Paper Insights #19 - Kafka: A Distributed Messaging System for Log Processing

This paper was authored by Jay Kreps, Neha Narkhede, and Jun Rao. This seminal paper, presented at the NetDB '11 workshop, laid the foundation for Apache Kafka, a highly influential open-source project in the realm of distributed systems.

Paper Link

While the paper initially focused on a specific use case – log processing – Kafka has since evolved into a versatile and robust platform for general message delivery. Both Jay Kreps and Neha Narkhede went on to co-found Confluent Inc., a company commercializing Kafka.

Although workshop papers typically carry less weight than conference papers, this particular work garnered significant attention and has had a profound impact on the field. The paper's relatively weak evaluation section may have contributed to its non-selection for the main conference track. However, this in no way diminishes its significance and the lasting influence of Apache Kafka.

1. Messaging Systems

Messaging systems facilitate the exchange of messages between different components within a distributed system. The sender of a message is known as the producer and the receiver is known as the consumer.

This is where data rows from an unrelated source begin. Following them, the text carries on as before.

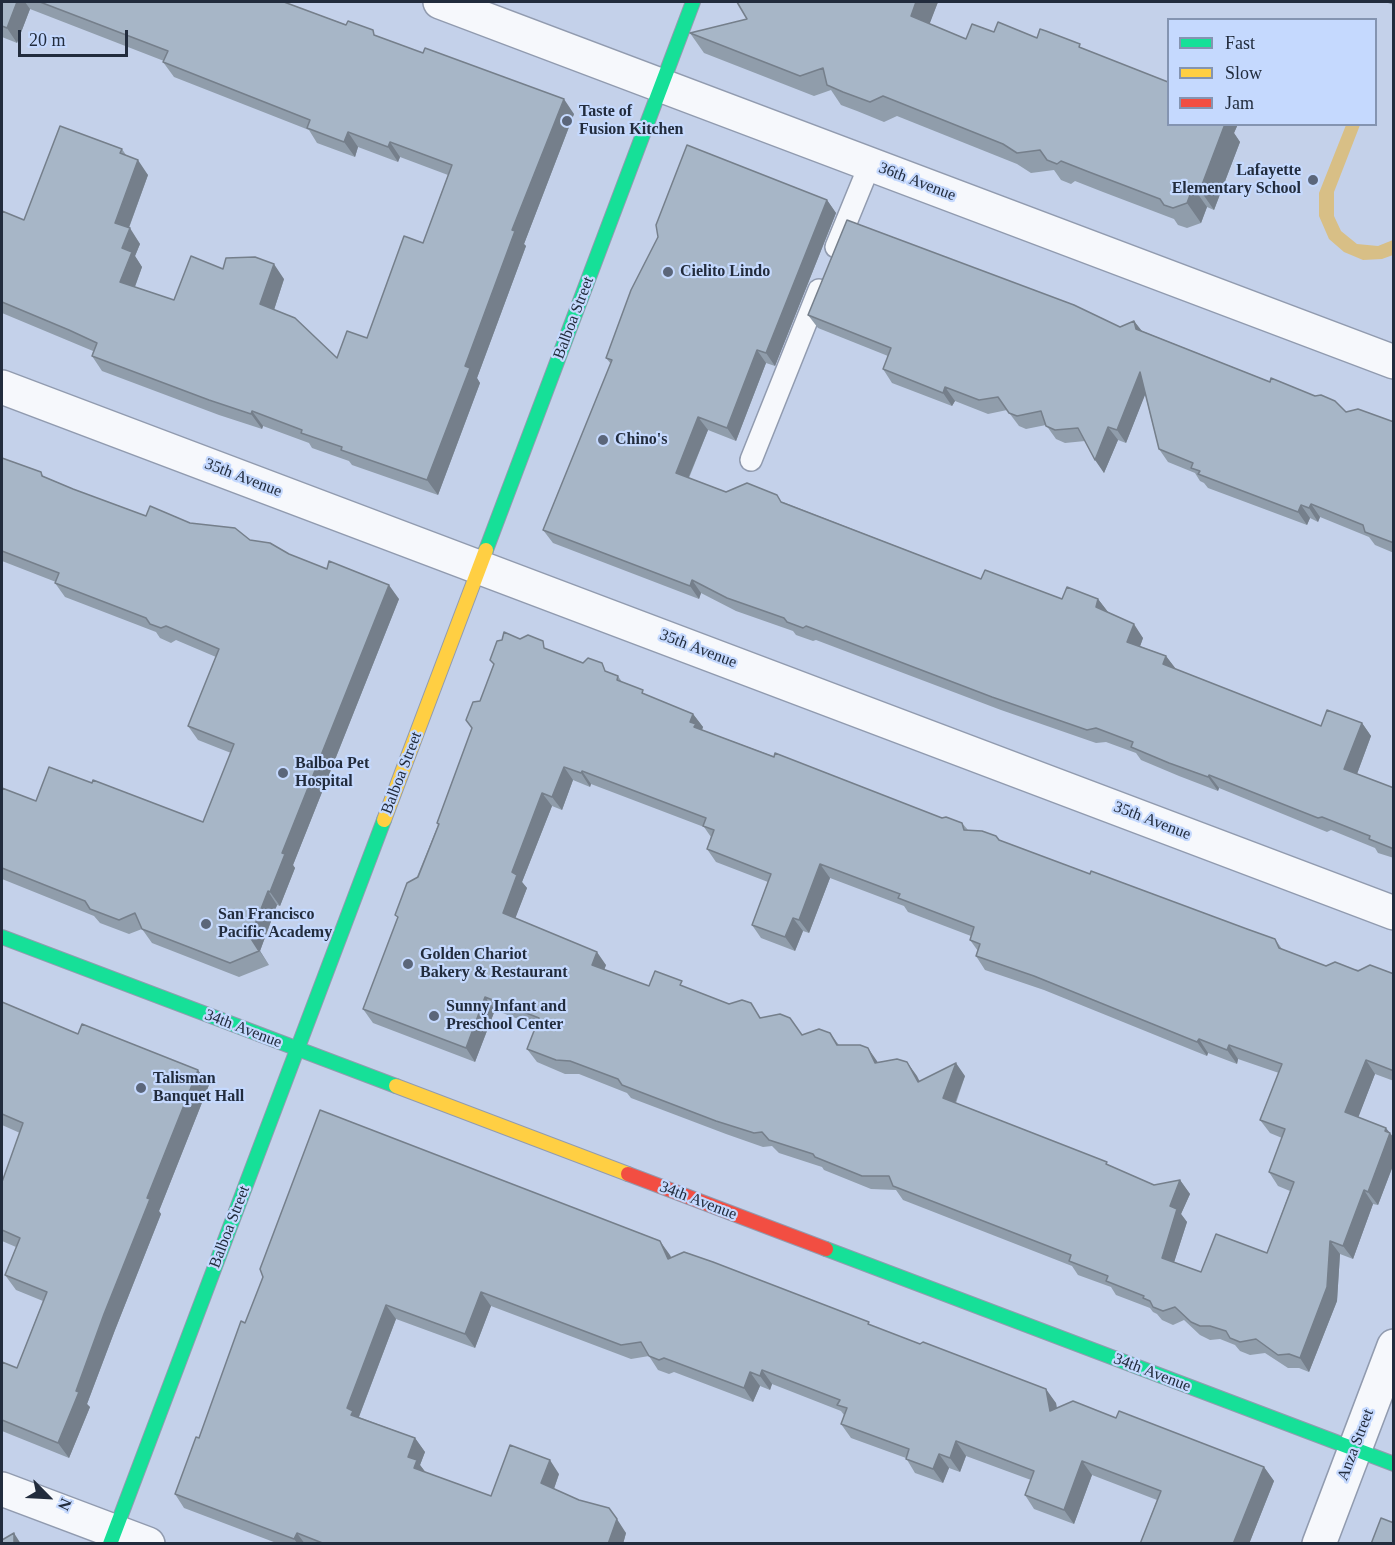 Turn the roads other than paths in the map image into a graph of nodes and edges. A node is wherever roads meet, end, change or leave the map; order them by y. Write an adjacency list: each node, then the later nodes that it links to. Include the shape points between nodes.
1 (440, 2): 3 (street, 36th Avenue)
2 (693, 2): 3 (street, Balboa Street)
3 (662, 85): 4 (street, 36th Avenue); 8 (street, Balboa Street)
4 (870, 164): 5 (street, 36th Avenue); 7 (lane)
5 (1394, 362)
6 (2, 387): 8 (street, 35th Avenue)
7 (751, 460)
8 (479, 567): 9 (street, 35th Avenue); 11 (street, Balboa Street)
9 (1394, 913)
10 (2, 937): 11 (street, 34th Avenue)
11 (297, 1049): 13 (street, 34th Avenue); 16 (street, Balboa Street)
12 (1394, 1346): 13 (street, Anza Street)
13 (1354, 1449): 14 (street, 34th Avenue); 18 (street, Anza Street)
14 (1394, 1464)
15 (2, 1489): 16 (street)
16 (112, 1537): 17 (street)
17 (148, 1544)
18 (1319, 1544) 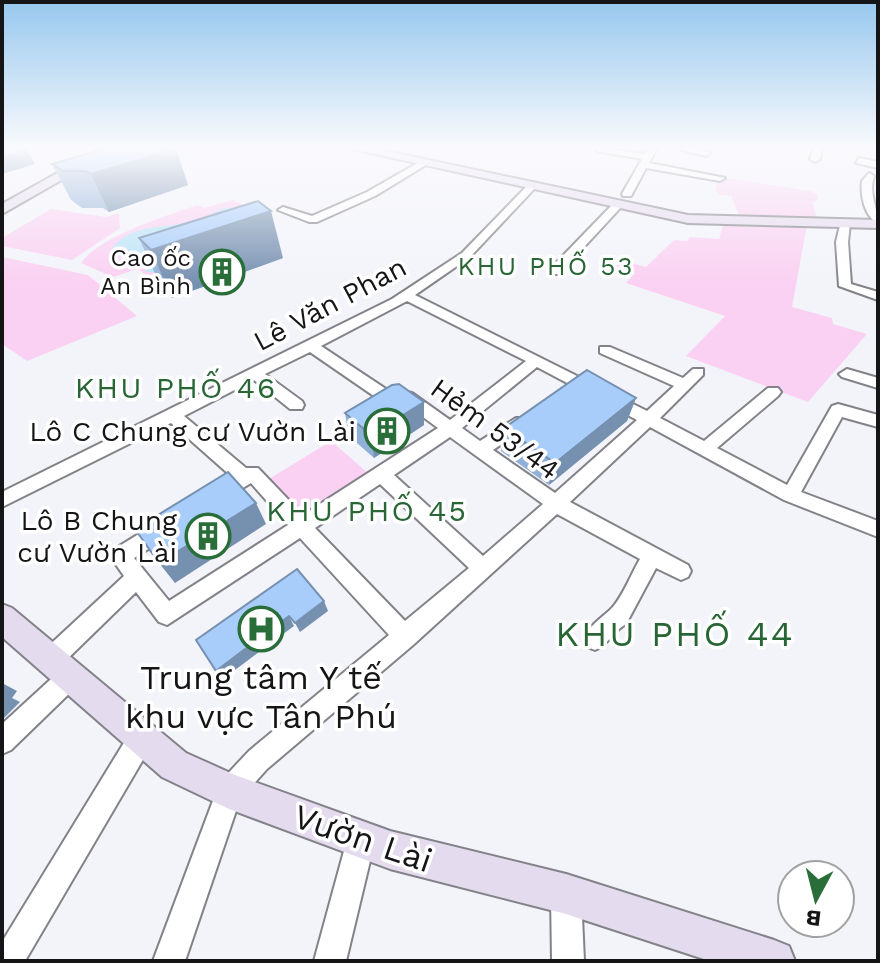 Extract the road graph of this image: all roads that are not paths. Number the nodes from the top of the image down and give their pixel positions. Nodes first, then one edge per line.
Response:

Two prominent types of messaging systems, as shown in illustration 1, are:

Message Queues: These systems employ a point-to-point delivery model, where each message is consumed by only one consumer. This is analogous to a one-to-one communication channel.
Publish-Subscribe (Pub/Sub): In Pub/Sub systems, a message published by a producer can be received by multiple consumers. This enables one-to-many communication.

Illustration 1: Message Queue v/s Pub/Sub.

Note that a "consumer" may also be a group, which may consist of multiple processes. These processes are typically replicas of the same executable and function identically. In case of message queues, a message will be delivered to exactly one process within this group, whereas, in case of pub/sub, a message will be delivered to exactly one process of each such group.

1.1. Scenarios

Message Queue: Consider an e-commerce scenario where customer orders are placed. These orders are enqueued for processing. A dedicated worker process retrieves each order from the queue and executes the necessary actions, such as deducting funds from the customer's account and forwarding the order to the supplier.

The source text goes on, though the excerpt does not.